Thursday, June 30, 2011

A postcard from Reizel


We know that my grandmother’s mother died when she was very young. The story is that she was crossing the Bug River on a sled. Some peasants had cut holes in the ice for fishing, and the sled fell into the ice and she drowned. There may or may not have been others with her, including other children. Because their father fell apart, and could not care for them, my grandmother and her brother were then raised by other relatives. My father always thought they were raised by their mother’s family, probably by their maternal grandmother. When he asked his mother what her mother’s name was, she said Reizel. So he thought that Reizel was the woman who drowned in the river.
Going through family papers, my father found a postcard in Yiddish.
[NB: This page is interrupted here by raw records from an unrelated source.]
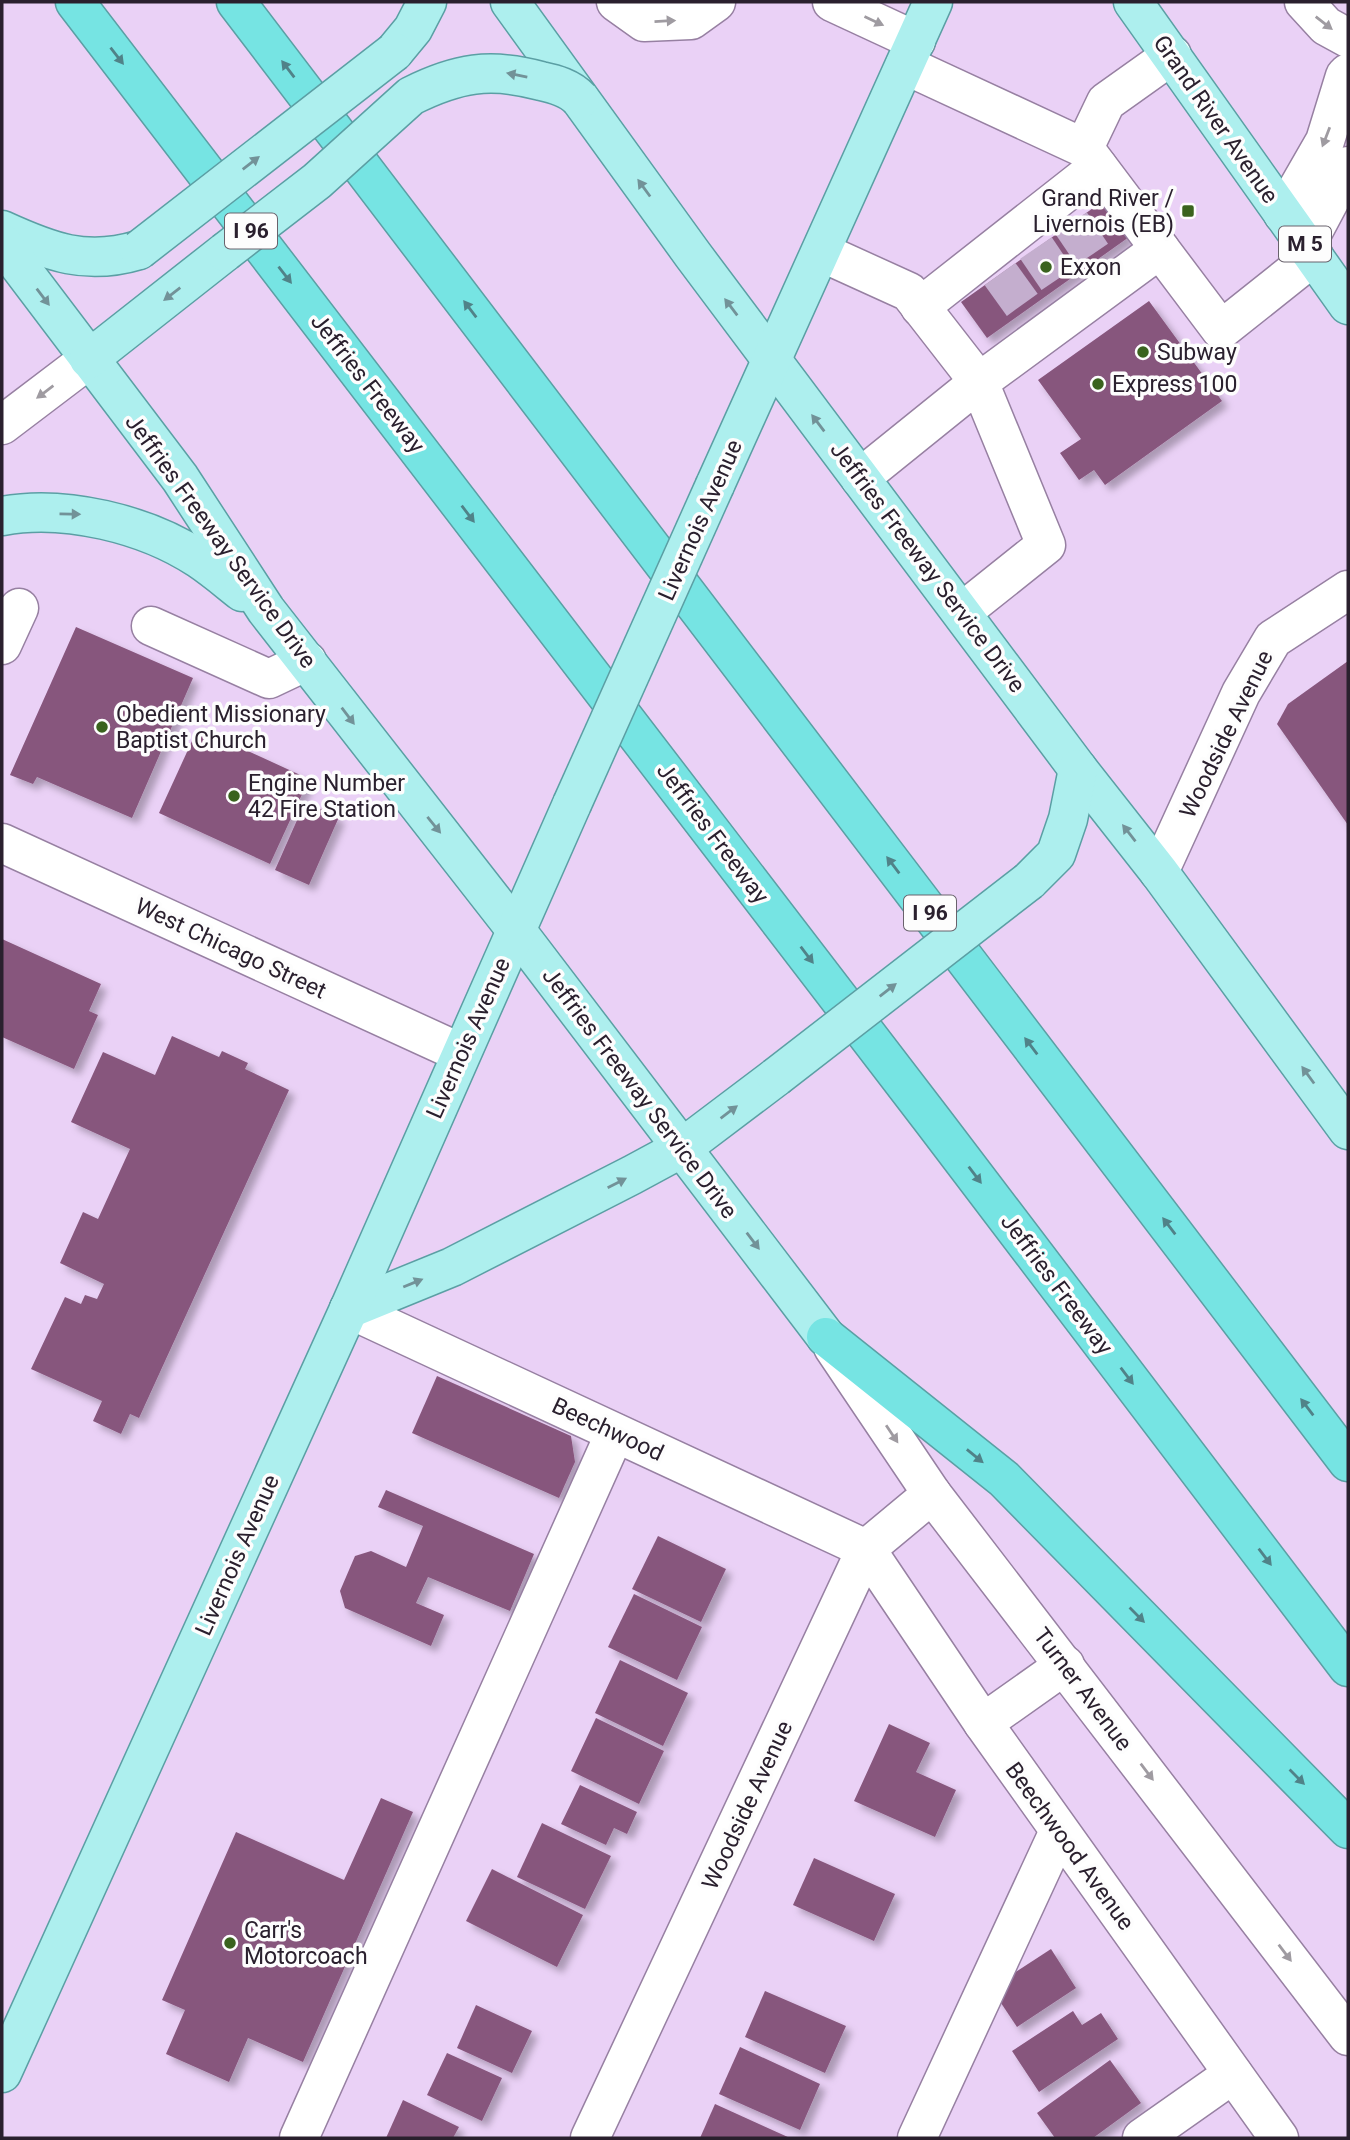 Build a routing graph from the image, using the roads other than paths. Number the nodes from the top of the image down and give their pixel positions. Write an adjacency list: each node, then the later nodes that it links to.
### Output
1 (75, 2): 53 (highway, Jeffries Freeway / I 96, one-way to 53)
2 (236, 2): 49 (highway, I 96, one-way to 2)
3 (427, 2): 19 (main road, one-way to 3, bridge)
4 (510, 2): 15 (main road, Jeffries Freeway Service Drive)
5 (615, 2): 6 (street, one-way to 6)
6 (716, 2)
7 (832, 2): 12 (street, one-way to 12)
8 (933, 2): 12 (main road, Livernois Avenue)
9 (1133, 2): 13 (main road, Grand River Avenue / M 5)
10 (1304, 2): 11 (street, one-way to 11)
11 (1348, 38)
12 (910, 53): 16 (street); 23 (main road, Livernois Avenue)
13 (1172, 55): 16 (street); 18 (main road, Grand River Avenue / M 5)
14 (1348, 73): 18 (street, one-way to 18)
15 (580, 99): 26 (main road, one-way to 26, bridge); 27 (main road, Jeffries Freeway Service Drive, one-way to 15)
16 (1091, 158): 21 (street); 25 (street)
17 (1348, 166): 22 (street)
18 (1283, 214): 22 (main road, Grand River Avenue / M 5)
19 (2, 230)
20 (2, 243): 26 (main road, Jeffries Freeway Service Drive, one-way to 26)
21 (1160, 249): 22 (street); 28 (street)
22 (1310, 250): 24 (main road, Grand River Avenue / M 5)
23 (821, 252): 25 (street); 27 (main road, Livernois Avenue)
24 (1348, 305)
25 (920, 307): 28 (street)
26 (89, 359): 29 (street, one-way to 29); 34 (main road, Jeffries Freeway Service Drive)
27 (772, 362): 30 (main road, Jeffries Freeway Service Drive, one-way to 27); 42 (main road, Livernois Avenue, bridge)
28 (979, 382): 30 (street); 35 (street)
29 (2, 425)
30 (860, 478): 35 (main road, Jeffries Freeway Service Drive)
31 (2, 516): 34 (main road, one-way to 34)
32 (1348, 590): 41 (street, Woodside Avenue)
33 (19, 608): 37 (street)
34 (266, 610): 38 (main road, Jeffries Freeway Service Drive)
35 (962, 612): 39 (main road, Jeffries Freeway Service Drive)
36 (151, 626): 38 (street)
37 (2, 645)
38 (307, 661): 42 (main road, Jeffries Freeway Service Drive, one-way to 42)
39 (1078, 768): 41 (main road, Jeffries Freeway Service Drive, one-way to 39); 45 (main road, one-way to 39, bridge)
40 (2, 843): 43 (street, West Chicago Street)
41 (1159, 872): 44 (main road, Jeffries Freeway Service Drive, one-way to 41)
42 (516, 930): 43 (main road, Livernois Avenue); 45 (main road, Jeffries Freeway Service Drive)
43 (461, 1053): 46 (main road, Livernois Avenue)
44 (1348, 1130)
45 (682, 1148): 46 (main road, one-way to 45); 47 (main road, Jeffries Freeway Service Drive, one-way to 47)
46 (349, 1309): 48 (street, Beechwood); 58 (main road, Livernois Avenue)
47 (826, 1337): 50 (street, Turner Avenue, one-way to 50); 55 (highway, one-way to 55)
48 (615, 1433): 51 (street, Beechwood); 60 (street)
49 (1348, 1462)
50 (932, 1494): 51 (street, Woodside Avenue); 52 (street, Turner Avenue)
51 (866, 1549): 54 (street, Beechwood Avenue); 61 (street, Woodside Avenue)
52 (1065, 1665): 54 (street); 57 (street, Turner Avenue, one-way to 57)
53 (1348, 1667)
54 (982, 1723): 56 (street, Beechwood Avenue)
55 (1348, 1829)
56 (1059, 1831): 59 (street, Beechwood Avenue); 62 (street)
57 (1348, 2036)
58 (2, 2073)
59 (1233, 2074): 63 (street); 64 (street, Beechwood Avenue)
60 (299, 2138)
61 (590, 2138)
62 (917, 2138)
63 (1142, 2138)
64 (1279, 2138)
He doesn’t remember where or when he found it.   
When he finally had it translated, this is what it said:
TO: Mrs. Chaie Gittel Silberman
82-84 Sheriff  St.
New York
USA

Sender:
Reizel Korenbaum
Bialystok
Kupiecka  (Commerce st.) 32
Dom starow (home for the aged)


Postmark: 11VII3728
Sunday the 7.12 Bialystok
To my dear daughter Chai Gittel and good health to the grandchildren.
I am in good health. Dear Daughter, you will be surprised because of my sudden writing this letter to you. I have no choice but to turn to you. As you know Leibl Lager (?) has got a match for his oldest girl. She is already "dating" some years a very accomplished young man only they will need some help with an apartment and some furniture for them to be able to marry. So I am asking you dear daughter to turn to Freidel's (?) sister, who might be able to help out and maybe you can also help. I am not asking anything for myself. I will accomplish this as helping a couple to marry is one of the greatest things.
Stay healthy from your faithful mother, mother in law, Grandmother Reizel Korenbaum.

If Reizel is writing from Bialystok in 1937, she is clearly not the mother who died young. And her last name is Korenbaum, so she is not from the mother’s side of the family. Could she be a grandmother? Aunt? Cousin? Did Kalman remarry and Reizel, his second wife, raised his children as her own?
There is no one named Reizel in the extensive family tree that the Korenbaum cousins have compiled.
And what is she doing in Bialystok? As far as we know, no one in the Korenbaum family lived in Bialystok. It is a big city, far from the places where the family was – Maloryta, Wlodowa, Warsaw (100 miles from Warsaw).
Whoever she is, she clearly thinks of Gittel as her daughter. And she is clearly in touch with Leibl.
And who is Freidel? And who is her sister who Gittel would have been in touch with in the US? Again, there is no one with this name in the family tree.
Why would her writing be considered “sudden”? Were they not in touch? Or was it the request for money that made the letter unusual?
The more we find, the more confusing it gets.